At that point, you will want to move towards a truly reproducible pipeline. This will help you run experiments in a structured manner and find the best-performing models. At Iterative we build open-source tools that help you do just that.
In this hands-on workshop, we’ll take a prototype in a Jupyter Notebook and transform it into a DVC pipeline. We’ll then use that pipeline locally to run and compare a few experiments. Lastly, we’ll explore how CML will allow us to take our model training online. We’ll use it in conjunction with GitHub Actions to trigger our model training every time we push changes to our repository.

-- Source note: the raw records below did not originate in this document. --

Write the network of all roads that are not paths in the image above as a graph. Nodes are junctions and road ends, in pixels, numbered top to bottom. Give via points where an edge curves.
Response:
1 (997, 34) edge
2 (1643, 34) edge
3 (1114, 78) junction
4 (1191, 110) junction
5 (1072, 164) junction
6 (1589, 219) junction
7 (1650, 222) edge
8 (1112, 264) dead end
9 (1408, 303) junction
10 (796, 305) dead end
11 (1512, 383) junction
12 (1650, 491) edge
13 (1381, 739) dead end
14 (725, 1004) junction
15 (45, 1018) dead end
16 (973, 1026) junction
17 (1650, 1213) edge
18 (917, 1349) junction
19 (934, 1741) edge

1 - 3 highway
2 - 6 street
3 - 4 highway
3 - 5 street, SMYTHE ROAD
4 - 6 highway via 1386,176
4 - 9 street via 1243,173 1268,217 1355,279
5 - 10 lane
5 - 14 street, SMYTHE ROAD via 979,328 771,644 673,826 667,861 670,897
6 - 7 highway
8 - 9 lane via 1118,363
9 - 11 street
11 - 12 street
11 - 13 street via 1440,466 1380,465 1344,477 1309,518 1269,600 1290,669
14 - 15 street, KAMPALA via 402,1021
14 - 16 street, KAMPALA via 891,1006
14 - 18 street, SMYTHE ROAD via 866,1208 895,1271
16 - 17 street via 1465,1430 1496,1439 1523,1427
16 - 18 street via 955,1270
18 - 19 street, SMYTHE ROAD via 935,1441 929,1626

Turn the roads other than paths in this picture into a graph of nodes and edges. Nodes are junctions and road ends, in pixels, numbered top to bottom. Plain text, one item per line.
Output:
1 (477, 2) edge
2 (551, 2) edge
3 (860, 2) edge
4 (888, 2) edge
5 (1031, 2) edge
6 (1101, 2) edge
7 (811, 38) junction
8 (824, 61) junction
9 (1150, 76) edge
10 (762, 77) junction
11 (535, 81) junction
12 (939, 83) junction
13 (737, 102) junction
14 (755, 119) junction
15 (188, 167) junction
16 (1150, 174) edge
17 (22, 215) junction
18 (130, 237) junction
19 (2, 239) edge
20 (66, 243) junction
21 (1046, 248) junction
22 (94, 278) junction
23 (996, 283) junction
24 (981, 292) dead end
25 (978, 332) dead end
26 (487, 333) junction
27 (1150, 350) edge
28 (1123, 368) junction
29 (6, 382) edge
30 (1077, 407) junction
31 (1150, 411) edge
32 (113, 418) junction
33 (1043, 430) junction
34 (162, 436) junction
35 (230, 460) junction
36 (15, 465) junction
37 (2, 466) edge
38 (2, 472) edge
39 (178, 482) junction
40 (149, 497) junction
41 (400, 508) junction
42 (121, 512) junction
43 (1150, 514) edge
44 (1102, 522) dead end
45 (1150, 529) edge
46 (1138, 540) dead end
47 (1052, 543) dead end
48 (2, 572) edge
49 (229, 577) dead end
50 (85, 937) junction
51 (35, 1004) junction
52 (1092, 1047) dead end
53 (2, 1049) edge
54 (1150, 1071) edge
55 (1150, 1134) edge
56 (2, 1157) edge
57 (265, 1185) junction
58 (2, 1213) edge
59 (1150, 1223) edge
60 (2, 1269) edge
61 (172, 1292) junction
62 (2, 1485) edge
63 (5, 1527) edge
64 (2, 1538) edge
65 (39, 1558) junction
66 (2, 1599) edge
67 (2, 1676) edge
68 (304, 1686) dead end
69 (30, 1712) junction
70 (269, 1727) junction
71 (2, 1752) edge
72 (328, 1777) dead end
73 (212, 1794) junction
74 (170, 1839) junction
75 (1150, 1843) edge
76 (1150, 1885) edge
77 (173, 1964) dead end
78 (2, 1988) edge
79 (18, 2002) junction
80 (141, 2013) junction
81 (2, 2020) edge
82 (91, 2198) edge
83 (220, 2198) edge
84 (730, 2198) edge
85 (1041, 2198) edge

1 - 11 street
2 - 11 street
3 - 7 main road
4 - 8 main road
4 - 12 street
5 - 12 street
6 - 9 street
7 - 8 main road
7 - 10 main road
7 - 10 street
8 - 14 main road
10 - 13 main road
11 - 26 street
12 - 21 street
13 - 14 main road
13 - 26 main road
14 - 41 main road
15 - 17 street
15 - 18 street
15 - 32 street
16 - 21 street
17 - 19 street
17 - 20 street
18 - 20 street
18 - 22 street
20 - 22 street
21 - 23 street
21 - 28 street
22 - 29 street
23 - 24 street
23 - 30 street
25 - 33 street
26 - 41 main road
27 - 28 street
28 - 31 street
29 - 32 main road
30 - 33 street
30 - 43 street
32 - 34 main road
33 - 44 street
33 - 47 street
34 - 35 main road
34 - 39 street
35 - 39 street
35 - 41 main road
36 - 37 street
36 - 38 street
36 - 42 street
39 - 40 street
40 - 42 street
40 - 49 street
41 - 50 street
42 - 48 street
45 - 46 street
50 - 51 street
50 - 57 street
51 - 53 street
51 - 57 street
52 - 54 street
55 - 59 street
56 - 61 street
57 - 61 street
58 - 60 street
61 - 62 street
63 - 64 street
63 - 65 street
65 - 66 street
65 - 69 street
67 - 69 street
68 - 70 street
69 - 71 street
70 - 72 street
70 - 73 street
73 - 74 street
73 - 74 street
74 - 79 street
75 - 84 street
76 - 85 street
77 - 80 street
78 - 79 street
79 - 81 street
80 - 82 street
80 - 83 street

We’ll cover the following steps:
- Brief introduction to DVC: data versioning and reproducibility
- Parameterize a Jupyter Notebook and transform it into a DVC pipeline
- Run, track, and compare experiments with DVC
- Take our model training online with CML
By the end of this workshop, you’ll be able to convert a notebook into a fully reproducible pipeline and run it in externally with a GitHub runner. With these skills you’ll know how to take a Gitops approach to ML projects.
Prerequisites:
- A GitHub account; Git fundamentals are expected knowledge
- Potentially useful: https://iterative.ai/blog/jupyter-notebook-dvc-pipeline
About the speaker:
Rob is a developer advocate at Iterative AI. He’s got a background in information sciences, and experience in data analytics and engineering. Previously he worked in FinTech, and right now he’s learning a whole lot about MLOps. He’s got first-hand experience with the gap between data scientists and engineers, and particularly interested in bridging that gap.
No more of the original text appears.